■ **Data for processing**
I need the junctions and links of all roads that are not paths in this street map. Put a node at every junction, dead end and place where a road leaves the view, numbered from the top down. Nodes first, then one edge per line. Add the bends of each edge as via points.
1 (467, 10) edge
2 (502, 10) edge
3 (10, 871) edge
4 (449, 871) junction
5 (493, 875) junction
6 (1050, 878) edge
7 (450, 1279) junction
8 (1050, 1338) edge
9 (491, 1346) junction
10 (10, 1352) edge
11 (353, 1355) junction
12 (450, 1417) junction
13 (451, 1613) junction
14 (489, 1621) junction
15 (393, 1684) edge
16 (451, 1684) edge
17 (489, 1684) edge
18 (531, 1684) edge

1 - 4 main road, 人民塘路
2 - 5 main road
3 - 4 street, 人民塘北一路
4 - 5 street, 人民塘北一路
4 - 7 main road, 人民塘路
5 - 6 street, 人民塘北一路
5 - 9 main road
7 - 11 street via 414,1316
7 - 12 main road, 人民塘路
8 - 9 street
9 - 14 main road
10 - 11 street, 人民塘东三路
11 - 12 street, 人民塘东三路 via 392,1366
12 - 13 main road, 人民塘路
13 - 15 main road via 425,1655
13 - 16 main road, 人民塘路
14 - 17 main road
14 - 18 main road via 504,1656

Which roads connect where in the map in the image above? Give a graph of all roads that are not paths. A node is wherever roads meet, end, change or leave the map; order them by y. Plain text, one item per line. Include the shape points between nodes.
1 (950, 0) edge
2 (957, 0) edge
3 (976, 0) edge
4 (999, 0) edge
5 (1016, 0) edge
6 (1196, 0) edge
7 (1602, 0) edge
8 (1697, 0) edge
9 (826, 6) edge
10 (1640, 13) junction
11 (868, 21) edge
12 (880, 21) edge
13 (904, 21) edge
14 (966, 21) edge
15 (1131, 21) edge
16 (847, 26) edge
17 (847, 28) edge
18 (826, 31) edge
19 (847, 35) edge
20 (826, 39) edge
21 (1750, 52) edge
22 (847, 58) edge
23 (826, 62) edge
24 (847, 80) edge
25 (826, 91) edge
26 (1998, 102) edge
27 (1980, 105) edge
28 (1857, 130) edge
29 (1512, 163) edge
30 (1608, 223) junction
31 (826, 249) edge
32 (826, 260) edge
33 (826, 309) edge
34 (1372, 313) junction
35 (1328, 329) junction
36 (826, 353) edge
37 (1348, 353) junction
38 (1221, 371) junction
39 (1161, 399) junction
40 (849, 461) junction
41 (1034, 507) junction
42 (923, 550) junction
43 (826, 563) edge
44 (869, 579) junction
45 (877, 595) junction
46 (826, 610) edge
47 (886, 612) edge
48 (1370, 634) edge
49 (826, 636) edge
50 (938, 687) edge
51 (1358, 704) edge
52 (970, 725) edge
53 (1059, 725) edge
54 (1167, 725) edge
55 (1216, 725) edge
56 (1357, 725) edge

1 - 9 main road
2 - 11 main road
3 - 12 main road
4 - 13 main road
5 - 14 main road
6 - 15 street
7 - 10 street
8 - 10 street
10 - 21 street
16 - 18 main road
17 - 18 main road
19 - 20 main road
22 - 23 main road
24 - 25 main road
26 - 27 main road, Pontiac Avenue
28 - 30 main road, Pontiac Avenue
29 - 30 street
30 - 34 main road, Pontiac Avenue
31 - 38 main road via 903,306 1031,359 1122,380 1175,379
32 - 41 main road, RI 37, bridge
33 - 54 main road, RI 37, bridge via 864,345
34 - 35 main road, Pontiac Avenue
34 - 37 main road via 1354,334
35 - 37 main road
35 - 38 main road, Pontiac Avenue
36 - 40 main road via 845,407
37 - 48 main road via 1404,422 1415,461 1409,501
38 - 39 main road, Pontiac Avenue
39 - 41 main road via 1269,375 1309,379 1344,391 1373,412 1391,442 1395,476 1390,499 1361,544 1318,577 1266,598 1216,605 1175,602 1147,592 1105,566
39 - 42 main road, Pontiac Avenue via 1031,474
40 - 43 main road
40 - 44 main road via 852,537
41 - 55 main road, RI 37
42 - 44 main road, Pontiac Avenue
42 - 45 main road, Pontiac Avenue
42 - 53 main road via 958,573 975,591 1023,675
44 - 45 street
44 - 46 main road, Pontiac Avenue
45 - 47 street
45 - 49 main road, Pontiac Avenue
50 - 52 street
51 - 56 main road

■ **Directions**
Reproduce the entries exactly. Every word has to stay the same.

■ **Task answer**
I need the junctions and links of all roads that are not paths in this street map. Put a node at every junction, dead end and place where a road leaves the view, numbered from the top down. Nodes first, then one edge per line. Add the bends of each edge as via points.
1 (467, 10) edge
2 (502, 10) edge
3 (10, 871) edge
4 (449, 871) junction
5 (493, 875) junction
6 (1050, 878) edge
7 (450, 1279) junction
8 (1050, 1338) edge
9 (491, 1346) junction
10 (10, 1352) edge
11 (353, 1355) junction
12 (450, 1417) junction
13 (451, 1613) junction
14 (489, 1621) junction
15 (393, 1684) edge
16 (451, 1684) edge
17 (489, 1684) edge
18 (531, 1684) edge

1 - 4 main road, 人民塘路
2 - 5 main road
3 - 4 street, 人民塘北一路
4 - 5 street, 人民塘北一路
4 - 7 main road, 人民塘路
5 - 6 street, 人民塘北一路
5 - 9 main road
7 - 11 street via 414,1316
7 - 12 main road, 人民塘路
8 - 9 street
9 - 14 main road
10 - 11 street, 人民塘东三路
11 - 12 street, 人民塘东三路 via 392,1366
12 - 13 main road, 人民塘路
13 - 15 main road via 425,1655
13 - 16 main road, 人民塘路
14 - 17 main road
14 - 18 main road via 504,1656

Which roads connect where in the map in the image above? Give a graph of all roads that are not paths. A node is wherever roads meet, end, change or leave the map; order them by y. Plain text, one item per line. Include the shape points between nodes.
1 (950, 0) edge
2 (957, 0) edge
3 (976, 0) edge
4 (999, 0) edge
5 (1016, 0) edge
6 (1196, 0) edge
7 (1602, 0) edge
8 (1697, 0) edge
9 (826, 6) edge
10 (1640, 13) junction
11 (868, 21) edge
12 (880, 21) edge
13 (904, 21) edge
14 (966, 21) edge
15 (1131, 21) edge
16 (847, 26) edge
17 (847, 28) edge
18 (826, 31) edge
19 (847, 35) edge
20 (826, 39) edge
21 (1750, 52) edge
22 (847, 58) edge
23 (826, 62) edge
24 (847, 80) edge
25 (826, 91) edge
26 (1998, 102) edge
27 (1980, 105) edge
28 (1857, 130) edge
29 (1512, 163) edge
30 (1608, 223) junction
31 (826, 249) edge
32 (826, 260) edge
33 (826, 309) edge
34 (1372, 313) junction
35 (1328, 329) junction
36 (826, 353) edge
37 (1348, 353) junction
38 (1221, 371) junction
39 (1161, 399) junction
40 (849, 461) junction
41 (1034, 507) junction
42 (923, 550) junction
43 (826, 563) edge
44 (869, 579) junction
45 (877, 595) junction
46 (826, 610) edge
47 (886, 612) edge
48 (1370, 634) edge
49 (826, 636) edge
50 (938, 687) edge
51 (1358, 704) edge
52 (970, 725) edge
53 (1059, 725) edge
54 (1167, 725) edge
55 (1216, 725) edge
56 (1357, 725) edge

1 - 9 main road
2 - 11 main road
3 - 12 main road
4 - 13 main road
5 - 14 main road
6 - 15 street
7 - 10 street
8 - 10 street
10 - 21 street
16 - 18 main road
17 - 18 main road
19 - 20 main road
22 - 23 main road
24 - 25 main road
26 - 27 main road, Pontiac Avenue
28 - 30 main road, Pontiac Avenue
29 - 30 street
30 - 34 main road, Pontiac Avenue
31 - 38 main road via 903,306 1031,359 1122,380 1175,379
32 - 41 main road, RI 37, bridge
33 - 54 main road, RI 37, bridge via 864,345
34 - 35 main road, Pontiac Avenue
34 - 37 main road via 1354,334
35 - 37 main road
35 - 38 main road, Pontiac Avenue
36 - 40 main road via 845,407
37 - 48 main road via 1404,422 1415,461 1409,501
38 - 39 main road, Pontiac Avenue
39 - 41 main road via 1269,375 1309,379 1344,391 1373,412 1391,442 1395,476 1390,499 1361,544 1318,577 1266,598 1216,605 1175,602 1147,592 1105,566
39 - 42 main road, Pontiac Avenue via 1031,474
40 - 43 main road
40 - 44 main road via 852,537
41 - 55 main road, RI 37
42 - 44 main road, Pontiac Avenue
42 - 45 main road, Pontiac Avenue
42 - 53 main road via 958,573 975,591 1023,675
44 - 45 street
44 - 46 main road, Pontiac Avenue
45 - 47 street
45 - 49 main road, Pontiac Avenue
50 - 52 street
51 - 56 main road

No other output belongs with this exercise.